Costituisce consolidata giurisprudenza di legittimità, infatti, quella per cui l’inimicizia grave, intesa come motivo di ricusazione, deve sempre trovare riscontro in rapporti personali estranei al processo ed ancorati a circostanze oggettive, mentre la condotta endoprocessuale può assumere rilievo solo quando presenti aspetti talmente anomali e settari, da costituire sintomatico momento dimostrativo di un’inimicizia maturata all’esterno (per tutte: Sez. 5, n. 5602 del 21/11/2013, dep. 2014, COGNOME, Rv. 258867).
Nello specifico, invece, il ricorrente si è limitato a dedurre che la Corte d’appello non avrebbe esaminato a dovere la documentazione allegata alla dichiarazione di ricusazione, ma non ha spiegato per quale ragione quei documenti sarebbero stati rappresentativi dell’addotta «inimicizia ideologica» e pregiudiziale del giudice verso di lui (che ovviamente può anche non essere reciproca, non potendo certamente l’estromissione del magistrato dal processo essere determinata dall’avversione nutrita nei suoi confronti da chi è sottoposto al suo giudizio).

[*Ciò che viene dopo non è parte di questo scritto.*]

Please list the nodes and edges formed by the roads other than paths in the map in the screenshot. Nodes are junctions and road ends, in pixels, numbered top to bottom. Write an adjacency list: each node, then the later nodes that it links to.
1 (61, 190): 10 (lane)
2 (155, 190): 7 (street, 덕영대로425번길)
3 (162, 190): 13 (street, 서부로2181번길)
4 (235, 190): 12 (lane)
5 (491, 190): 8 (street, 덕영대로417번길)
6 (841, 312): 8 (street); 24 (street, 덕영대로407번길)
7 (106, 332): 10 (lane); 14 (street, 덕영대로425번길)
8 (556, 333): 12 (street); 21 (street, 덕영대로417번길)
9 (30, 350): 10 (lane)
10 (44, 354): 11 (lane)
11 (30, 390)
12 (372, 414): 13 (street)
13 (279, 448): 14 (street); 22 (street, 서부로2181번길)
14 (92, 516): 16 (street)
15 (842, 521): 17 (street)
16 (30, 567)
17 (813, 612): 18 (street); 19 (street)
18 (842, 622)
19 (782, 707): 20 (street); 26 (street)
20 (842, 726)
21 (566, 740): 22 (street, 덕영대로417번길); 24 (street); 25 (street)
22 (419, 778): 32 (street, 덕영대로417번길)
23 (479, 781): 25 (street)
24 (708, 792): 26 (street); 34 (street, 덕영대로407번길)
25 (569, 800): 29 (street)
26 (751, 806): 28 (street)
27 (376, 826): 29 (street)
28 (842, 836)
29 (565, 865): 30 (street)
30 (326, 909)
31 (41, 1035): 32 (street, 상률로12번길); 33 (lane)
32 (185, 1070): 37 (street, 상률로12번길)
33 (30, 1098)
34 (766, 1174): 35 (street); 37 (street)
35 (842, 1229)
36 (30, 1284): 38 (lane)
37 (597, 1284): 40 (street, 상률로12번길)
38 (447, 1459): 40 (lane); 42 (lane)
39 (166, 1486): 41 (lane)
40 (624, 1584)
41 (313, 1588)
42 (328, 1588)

All’inammissibilità dell’impugnazione consegue obbligatoriamente – ai sensi dell’art. 616, cod. proc. pen. – la condanna del proponente al pagamento delle spese del procedimento e di una somma in favore della cassa delle ammende, non ravvisandosi una sua assenza di colpa nella determinazione della causa d’inammissibilità (vds. Corte Cost., sent. n. 186 del 13 giugno 2000). Detta somma, considerando la manifesta assenza di pregio degli argomenti addotti, va fissata in tremila euro.
P.Q.M.
Dichiara inammissibile il ricorso e condanna il ricorrente al pagamento delle spese processuali e della somma di euro tremila in favore della Cassa delle ammende.
Così deciso in Roma, il 16 aprile 2024.